Старый поэт сошел с эшафота, и обе жрицы алтаря – Любаша и Ирина – под руки отвели его на дубовую скамью справа. Там он остался сидеть, бережно сжимая листок бумаги и перечитывая строки, подарившие ему жизнь после смерти.

И снова один за другим спускались к жертвенной чаше соискатели бессмертия – молодые и старые, с толстыми романами и тоненькими рассказами, со стихами и очерками, с драмами и комедиями, со сказками и эссе. Густой черный дым валил к потолку, жрица Любовь вся перепачкалась в саже, она приплясывала у жертвенного огня, орудуя тяжелыми щипцами, как ведьма, и подкидывала в огонь новые и новые творения сочинителей. Пахло горелой бумагой; литераторы проваливались в преисподнюю со скоростью курьерского поезда, так что Ирина натерла мозоль на ладони от беспрерывного нажимания на рукоять люка. Из лифта валом валил народ: иной раз прибывало человек по тридцать из какой-нибудь республики. Они устраивали на алтаре гомон, как на восточном базаре, жалуясь на плохое качество переводов, и один за другим исчезали в люке, отрываясь от своих тюбетеек.

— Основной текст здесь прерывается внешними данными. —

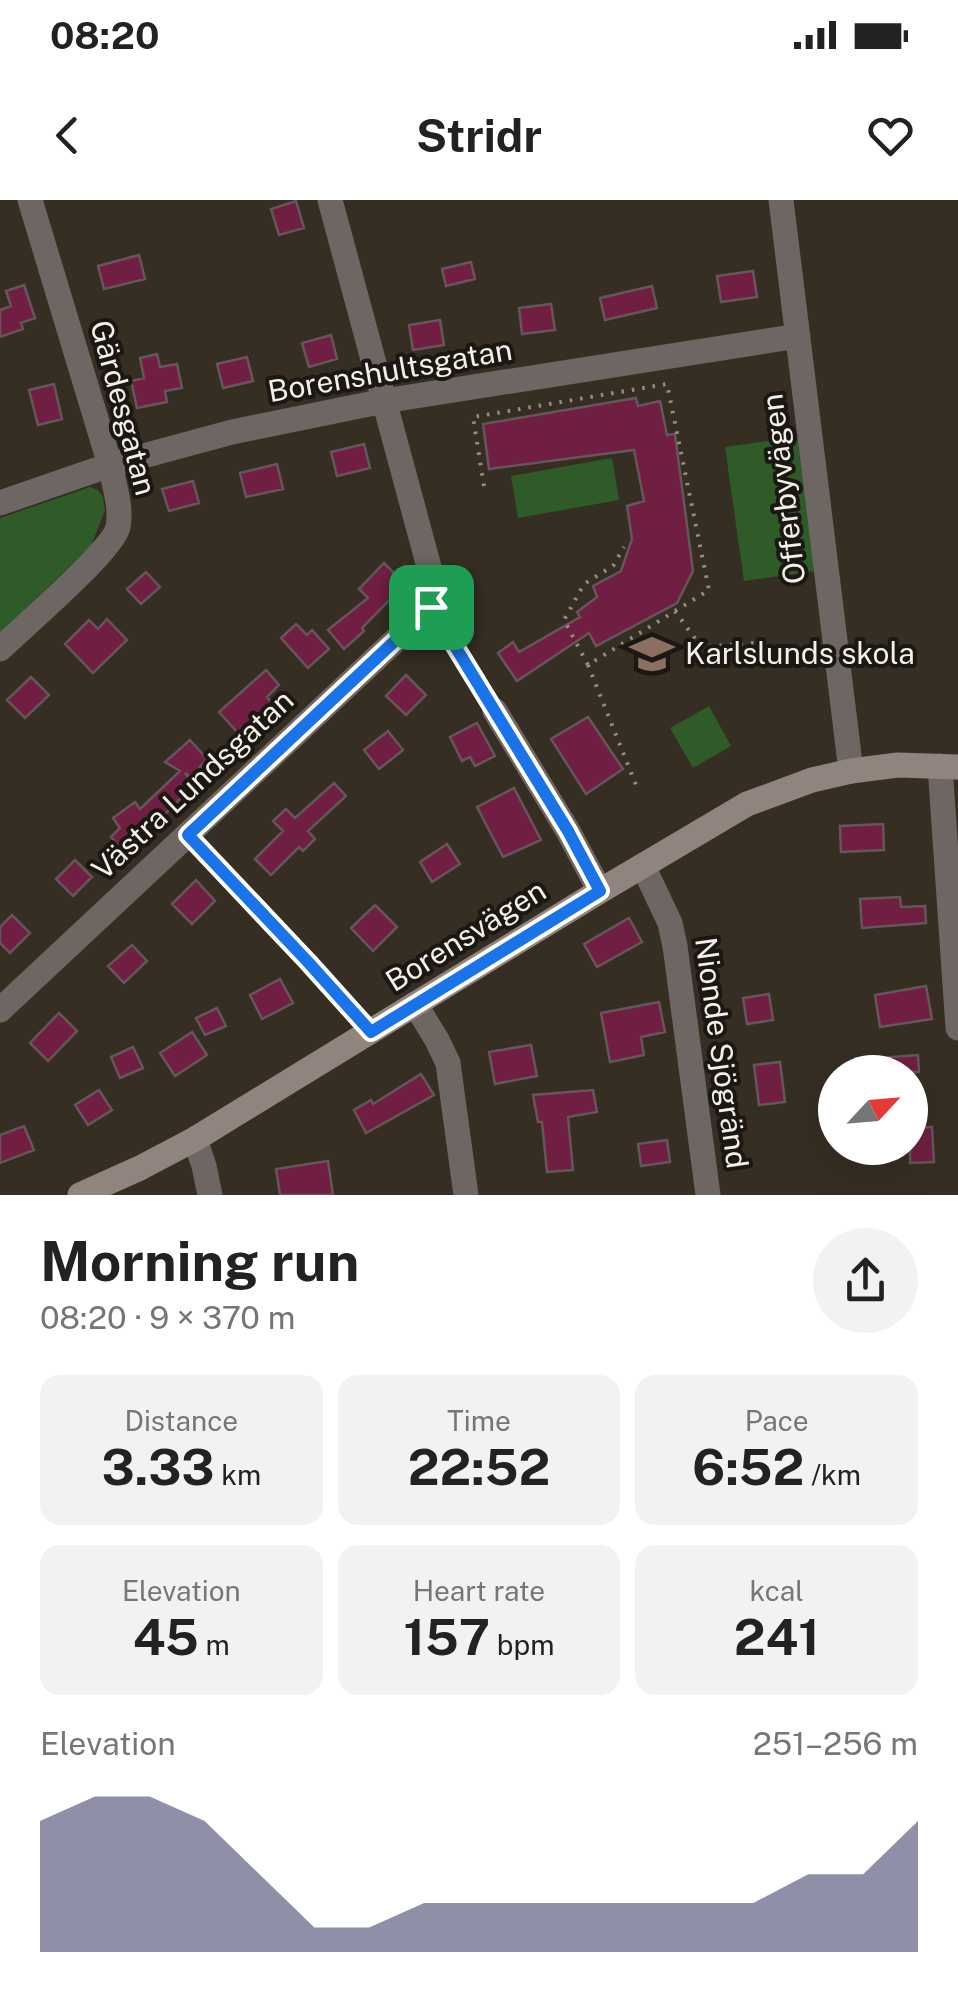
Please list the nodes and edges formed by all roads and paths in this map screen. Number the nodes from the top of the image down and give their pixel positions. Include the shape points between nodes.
1 (30, 200) edge
2 (330, 200) edge
3 (781, 200) edge
4 (798, 336) junction
5 (384, 401) junction
6 (110, 466) junction
7 (484, 486) dead end
8 (0, 502) edge
9 (624, 547) dead end
10 (431, 607) junction
11 (675, 612) junction
12 (756, 643) dead end
13 (0, 649) edge
14 (588, 664) junction
15 (495, 711) joint
16 (949, 766) edge
17 (851, 771) junction
18 (638, 790) dead end
19 (188, 835) junction
20 (643, 866) junction
21 (600, 891) junction
22 (416, 1004) junction
23 (0, 1010) edge
24 (958, 1028) edge
25 (371, 1032) junction
26 (195, 1139) junction
27 (80, 1195) edge
28 (210, 1195) edge
29 (466, 1195) edge
30 (708, 1195) edge

1 - 6 street, Gärdesgatan
2 - 5 street
3 - 4 street, Offerbyvägen
4 - 5 street, Borenshultsgatan
4 - 17 street, Offerbyvägen
5 - 6 street, Borenshultsgatan
5 - 10 street via 432,578
6 - 8 street, Borenshultsgatan
6 - 13 street, Gärdesgatan via 118,508 113,538
7 - 11 path via 473,418 666,384 709,590
9 - 14 path via 613,566 584,584 564,620
10 - 15 path
10 - 19 street, Västra Lundsgatan
11 - 12 path via 701,647
11 - 14 path
14 - 18 path
15 - 21 street
16 - 17 street, Borensvägen
16 - 24 street
17 - 20 street, Borensvägen via 748,804
19 - 23 street, Västra Lundsgatan
19 - 25 path
20 - 21 street, Borensvägen
20 - 30 street, Nionde Sjögränd via 675,946
21 - 22 street, Borensvägen
22 - 25 street, Borensvägen
22 - 29 street via 448,1063
25 - 26 street, Borensvägen
26 - 27 street, Borensvägen
26 - 28 street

Всех поразил прибывший из Москвы прозаик, который плюхнулся в синее кресло для бессмертных и стал наблюдать, как горит его рукопись. Мистеру Стерну стоило большого труда убедить его взойти на эшафот, и он провалился в мусоропровод с удивленным лицом, потрясенный вопиющей несправедливостью.

Другой пытался уклониться от казни. С криком «Я еще напишу!» он побежал обратно к лифту уже после произнесения приговора, но сильно просчитался. Мария Григорьевна нажала кнопку, дверцы распахнулись, литератор вбежал туда, спеша к новому творению, но… лифта за дверцами не оказалось, и он рухнул в шахту с тем же воплем, что остальные – в мусоропровод.

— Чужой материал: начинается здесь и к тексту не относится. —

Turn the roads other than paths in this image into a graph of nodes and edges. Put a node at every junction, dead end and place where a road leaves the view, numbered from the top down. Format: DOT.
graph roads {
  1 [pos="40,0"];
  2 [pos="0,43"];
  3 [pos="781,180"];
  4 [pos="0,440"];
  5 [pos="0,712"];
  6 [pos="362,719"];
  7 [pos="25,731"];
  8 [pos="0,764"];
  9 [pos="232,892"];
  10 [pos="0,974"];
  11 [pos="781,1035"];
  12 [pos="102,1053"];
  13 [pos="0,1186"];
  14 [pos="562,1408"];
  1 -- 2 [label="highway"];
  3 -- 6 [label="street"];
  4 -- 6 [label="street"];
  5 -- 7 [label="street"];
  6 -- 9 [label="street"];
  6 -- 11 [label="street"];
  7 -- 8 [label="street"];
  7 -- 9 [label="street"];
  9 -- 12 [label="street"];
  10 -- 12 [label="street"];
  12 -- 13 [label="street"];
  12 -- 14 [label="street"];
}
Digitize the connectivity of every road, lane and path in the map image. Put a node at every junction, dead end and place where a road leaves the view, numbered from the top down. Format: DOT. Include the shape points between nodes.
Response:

И опять прихожая заполнилась народом. Это прибыли многочисленные члены профессиональных групп литераторов. С гиканьем и свистом они побежали к алтарю, сами побросали рукописи в огонь, отчего пламя взметнулось до самого потолка, и, не дожидаясь объявления приговора, полезли в люк, давя и сминая друг друга, как в очереди за гонораром.